Driving Effects of Shared and Specific Microbial Genera in Community Diversity and Carbon， Nitrogen， Phosphorus， and Sulfur Cycling Functions across Five Major Water Systems of Beijing

doi:10.13560/j.cnki.biotech.bull.1985.2025-0611

Abstract

Abstract:

Objective Microorganisms are essential in aquatic ecosystems, influencing material cycling and energy flow.
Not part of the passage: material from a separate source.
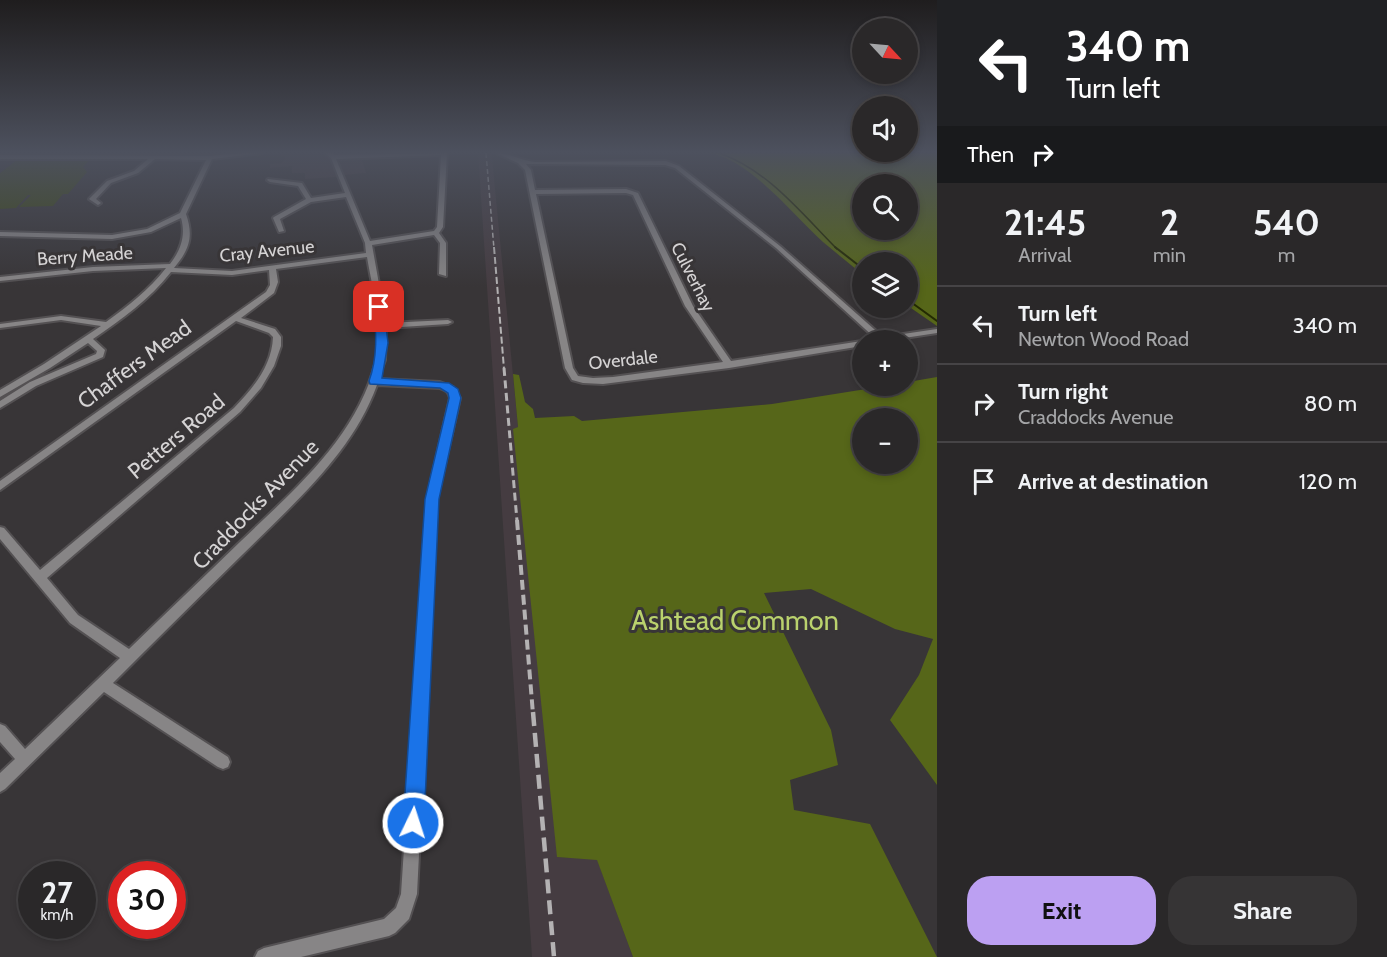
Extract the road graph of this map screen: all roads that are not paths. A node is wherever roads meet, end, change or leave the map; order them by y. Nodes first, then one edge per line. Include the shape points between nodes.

They have distinct community structures and functions in various water bodies. This study aims to analyze the diversity, community stability, and network complexity of microorganisms in the five major water systems of Beijing, as well as assess the carbon, nitrogen, phosphorus, and sulfur related functions of microorganisms in these systems. Method This study utilized metagenomic sequencing technology to analyze the microbial communities in the five major water systems of Beijing. Result The Shannon and Simpson indices werethe highest in the microbial communities of the Ji-Yun River system, yet these communities were in the lowest stability. The opposite pattern was observed in the Yongding River, supporting the “diversity-stability” hypothesis. The study quantified and compared the cycling and metabolic functions of the five major river systems, revealing that the Ji-Yun River had the highest abundance across multiple metabolic pathways. The abundances of two core genera were positively correlated with diversity and functional-gene abundance, but negatively correlated with microbial community stability and network complexity. Conclusion The presence of shared and specific genera among the microorganisms in the five major water systems drive diversity pattern and functional potential. This research provides a strong basis for the development of a thriving and sustainable aquatic ecosystem.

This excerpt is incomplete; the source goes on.